Nexus Data

Event dimensions bring categorical business concepts — is_revenue_earned, is_expense_incurred, is_cash_received, invoice_id — into the nexus compressed schema, making them queryable across sources without source-specific knowledge.

Dimensions are the mirror image of measurements. While measurements label quantitative values (revenue = $100), dimensions label categorical properties of events (is_revenue_earned = true, invoice_id = 'in_abc123'). Together, they close the gap between raw event data and metric-ready analysis.

The Problem

Measurements solved cross-source labeling for quantitative values. Asking "What was my revenue?" no longer requires knowing that Stripe stores amounts in cents or that Upwork calls them "Fixed-price" transactions — the revenue measurement column handles that.

But a metric is not just a measurement. To compute "Total Revenue," an analyst needs two pieces of information:

Which measurement column? — revenue (measurements solve this)
Which events to aggregate over? — ??? (nothing currently solves this cross-source)

Without a cross-source dimension, the analyst must know that for Stripe it's event_name = 'invoice paid', for Upwork it's event_name = 'payment received' (but not deposit received), and for FreshBooks it's event_name = 'invoice paid' (but not payment received, because that overlaps with invoice paid for 184 of 186 payments). That is source-specific knowledge — the exact thing measurements exist to eliminate.

Dimensions close this gap.

Dimensions follow the same faceted extraction pattern as measurements, identifiers, traits, states, and attribution. The intermediate EAV table stores:

The entity is the event (event_id)
The attribute is the dimension name (dimension_name)
The value is the categorical payload (dimension_value)

A single event can produce multiple dimension rows, each tagging a different cross-source property:

Source Record: Stripe Invoice #in_abc123 (paid)
  → dimension: dimension_name = 'is_revenue_earned',  dimension_value = 'true'
  → dimension: dimension_name = 'invoice_id',         dimension_value = 'in_abc123'

Source Record: Stripe Invoice #in_abc123 (created)
  → dimension: dimension_name = 'invoice_id',         dimension_value = 'in_abc123'
  → (no is_revenue_earned row — creating an invoice is not earning revenue)

Source Record: Upwork Transaction #789 (Fixed-price payment)
  → dimension: dimension_name = 'is_revenue_earned',  dimension_value = 'true'

Source Record: Upwork Transaction #790 (Withdrawal)
  → (no is_revenue_earned row — deposits are not revenue)

The dimension row is only present when the condition is true. Absence means false. The core table pivots these into boolean columns with FALSE as the default.

Dimensions vs States vs Events

These three concepts are often confused.

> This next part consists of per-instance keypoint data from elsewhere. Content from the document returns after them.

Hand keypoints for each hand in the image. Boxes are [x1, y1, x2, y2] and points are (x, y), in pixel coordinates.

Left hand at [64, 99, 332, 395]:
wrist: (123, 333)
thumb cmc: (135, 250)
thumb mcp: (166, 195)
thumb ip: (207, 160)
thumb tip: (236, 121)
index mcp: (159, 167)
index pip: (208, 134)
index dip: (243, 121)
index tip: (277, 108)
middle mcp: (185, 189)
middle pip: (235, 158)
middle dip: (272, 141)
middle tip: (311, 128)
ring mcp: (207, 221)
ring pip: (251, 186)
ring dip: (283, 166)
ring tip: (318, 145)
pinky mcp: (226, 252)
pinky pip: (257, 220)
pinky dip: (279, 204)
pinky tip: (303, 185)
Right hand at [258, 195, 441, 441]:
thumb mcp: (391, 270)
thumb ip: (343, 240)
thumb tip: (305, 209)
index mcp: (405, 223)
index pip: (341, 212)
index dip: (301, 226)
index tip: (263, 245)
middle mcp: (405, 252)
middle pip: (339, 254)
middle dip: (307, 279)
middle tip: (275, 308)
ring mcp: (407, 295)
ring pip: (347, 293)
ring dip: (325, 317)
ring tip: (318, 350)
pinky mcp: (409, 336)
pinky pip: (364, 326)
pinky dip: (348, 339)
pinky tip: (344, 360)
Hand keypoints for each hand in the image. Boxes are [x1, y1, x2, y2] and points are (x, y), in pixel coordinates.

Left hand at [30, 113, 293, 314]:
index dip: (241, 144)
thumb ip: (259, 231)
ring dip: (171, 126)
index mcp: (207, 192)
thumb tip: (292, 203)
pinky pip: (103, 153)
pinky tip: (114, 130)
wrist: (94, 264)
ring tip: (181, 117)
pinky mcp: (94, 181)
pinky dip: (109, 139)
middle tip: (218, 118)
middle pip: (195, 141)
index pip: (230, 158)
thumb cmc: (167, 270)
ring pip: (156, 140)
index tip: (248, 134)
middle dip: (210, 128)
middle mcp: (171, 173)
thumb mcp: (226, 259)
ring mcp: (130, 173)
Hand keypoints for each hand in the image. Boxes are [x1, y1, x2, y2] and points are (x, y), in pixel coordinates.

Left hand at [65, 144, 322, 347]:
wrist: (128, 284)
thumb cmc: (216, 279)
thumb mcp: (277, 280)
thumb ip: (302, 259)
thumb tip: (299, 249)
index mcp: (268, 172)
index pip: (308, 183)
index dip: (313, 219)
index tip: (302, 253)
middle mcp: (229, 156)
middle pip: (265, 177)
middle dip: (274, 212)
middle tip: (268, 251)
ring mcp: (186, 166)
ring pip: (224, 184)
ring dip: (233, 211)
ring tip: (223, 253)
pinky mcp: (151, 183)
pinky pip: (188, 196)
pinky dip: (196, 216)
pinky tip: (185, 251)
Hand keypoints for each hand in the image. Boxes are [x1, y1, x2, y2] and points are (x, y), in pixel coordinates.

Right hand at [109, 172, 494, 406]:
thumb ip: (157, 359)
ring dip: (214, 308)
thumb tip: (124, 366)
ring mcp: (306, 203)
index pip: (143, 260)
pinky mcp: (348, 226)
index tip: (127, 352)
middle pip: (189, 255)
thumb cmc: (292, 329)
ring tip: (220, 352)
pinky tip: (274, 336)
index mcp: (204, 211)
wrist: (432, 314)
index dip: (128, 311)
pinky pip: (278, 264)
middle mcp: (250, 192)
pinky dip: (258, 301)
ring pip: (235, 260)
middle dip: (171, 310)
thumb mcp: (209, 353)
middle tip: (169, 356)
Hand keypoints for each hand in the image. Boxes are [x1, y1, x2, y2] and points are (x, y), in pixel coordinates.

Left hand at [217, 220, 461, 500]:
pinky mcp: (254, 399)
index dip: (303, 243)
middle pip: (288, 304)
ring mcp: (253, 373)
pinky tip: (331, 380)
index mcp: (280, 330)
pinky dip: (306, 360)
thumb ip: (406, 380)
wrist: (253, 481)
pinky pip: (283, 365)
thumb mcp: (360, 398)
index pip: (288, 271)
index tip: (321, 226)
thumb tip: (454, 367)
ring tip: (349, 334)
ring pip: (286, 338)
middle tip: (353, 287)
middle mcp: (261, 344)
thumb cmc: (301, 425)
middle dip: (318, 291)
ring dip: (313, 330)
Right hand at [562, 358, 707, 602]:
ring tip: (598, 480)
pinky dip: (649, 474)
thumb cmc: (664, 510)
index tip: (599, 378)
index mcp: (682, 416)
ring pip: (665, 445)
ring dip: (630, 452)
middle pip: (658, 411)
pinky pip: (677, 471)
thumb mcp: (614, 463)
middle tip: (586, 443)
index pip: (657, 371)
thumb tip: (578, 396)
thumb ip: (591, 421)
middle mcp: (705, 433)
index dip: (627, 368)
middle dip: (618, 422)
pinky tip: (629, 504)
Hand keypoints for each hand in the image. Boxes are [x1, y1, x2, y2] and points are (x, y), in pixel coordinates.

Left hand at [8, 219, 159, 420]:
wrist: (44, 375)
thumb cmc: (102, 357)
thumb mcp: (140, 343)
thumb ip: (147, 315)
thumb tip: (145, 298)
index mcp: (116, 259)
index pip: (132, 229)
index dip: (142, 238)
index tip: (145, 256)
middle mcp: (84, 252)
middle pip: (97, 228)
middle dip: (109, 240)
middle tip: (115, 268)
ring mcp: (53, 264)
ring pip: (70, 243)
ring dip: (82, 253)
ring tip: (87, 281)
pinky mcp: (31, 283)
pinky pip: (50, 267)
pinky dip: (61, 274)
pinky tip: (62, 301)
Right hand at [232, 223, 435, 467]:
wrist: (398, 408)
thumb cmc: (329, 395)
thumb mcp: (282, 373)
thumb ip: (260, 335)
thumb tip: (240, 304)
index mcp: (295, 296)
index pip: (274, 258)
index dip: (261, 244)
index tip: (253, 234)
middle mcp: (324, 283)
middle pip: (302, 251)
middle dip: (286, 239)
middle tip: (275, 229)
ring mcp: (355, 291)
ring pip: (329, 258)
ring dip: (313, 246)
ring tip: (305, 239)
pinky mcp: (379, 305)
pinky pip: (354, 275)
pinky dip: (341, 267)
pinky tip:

Each serves a different purpose:

Events are things that happened. event_name = 'invoice paid' already tells you what occurred. If you can answer a question by filtering on event_name, you do not need a dimension.

States track entity lifecycle over time. "The subscription went from active to canceled." States are about entities (persons, groups, subscriptions), not events. Nexus already has nexus_entity_states for this.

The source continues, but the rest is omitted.